Stored items
○ ○ ○
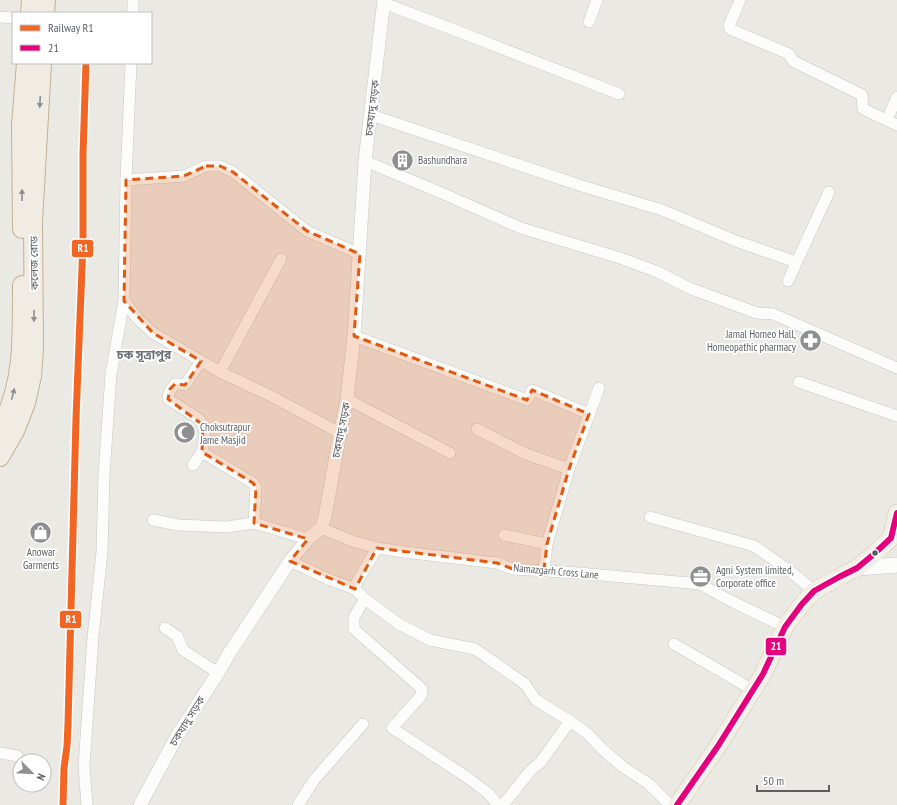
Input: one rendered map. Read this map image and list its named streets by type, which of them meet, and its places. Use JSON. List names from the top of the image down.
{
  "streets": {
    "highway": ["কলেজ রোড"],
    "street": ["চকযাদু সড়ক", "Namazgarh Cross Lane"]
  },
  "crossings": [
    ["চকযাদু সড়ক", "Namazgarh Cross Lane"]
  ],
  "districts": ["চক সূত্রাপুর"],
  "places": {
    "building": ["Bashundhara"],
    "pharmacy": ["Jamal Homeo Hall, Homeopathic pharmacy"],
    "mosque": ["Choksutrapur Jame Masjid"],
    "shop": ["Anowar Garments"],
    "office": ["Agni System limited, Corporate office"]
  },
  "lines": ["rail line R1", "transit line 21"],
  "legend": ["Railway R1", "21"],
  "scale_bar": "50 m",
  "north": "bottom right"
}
○ ○ ○
[Task prompt]:
What you hand back should match the entries above exactly, except that no picture appears.

[Exercise result]:
Input: one rendered map. Read this map image and list its named streets by type, which of them meet, and its places. Use JSON. List names from the top of the image down.
{
  "streets": {
    "highway": ["কলেজ রোড"],
    "street": ["চকযাদু সড়ক", "Namazgarh Cross Lane"]
  },
  "crossings": [
    ["চকযাদু সড়ক", "Namazgarh Cross Lane"]
  ],
  "districts": ["চক সূত্রাপুর"],
  "places": {
    "building": ["Bashundhara"],
    "pharmacy": ["Jamal Homeo Hall, Homeopathic pharmacy"],
    "mosque": ["Choksutrapur Jame Masjid"],
    "shop": ["Anowar Garments"],
    "office": ["Agni System limited, Corporate office"]
  },
  "lines": ["rail line R1", "transit line 21"],
  "legend": ["Railway R1", "21"],
  "scale_bar": "50 m",
  "north": "bottom right"
}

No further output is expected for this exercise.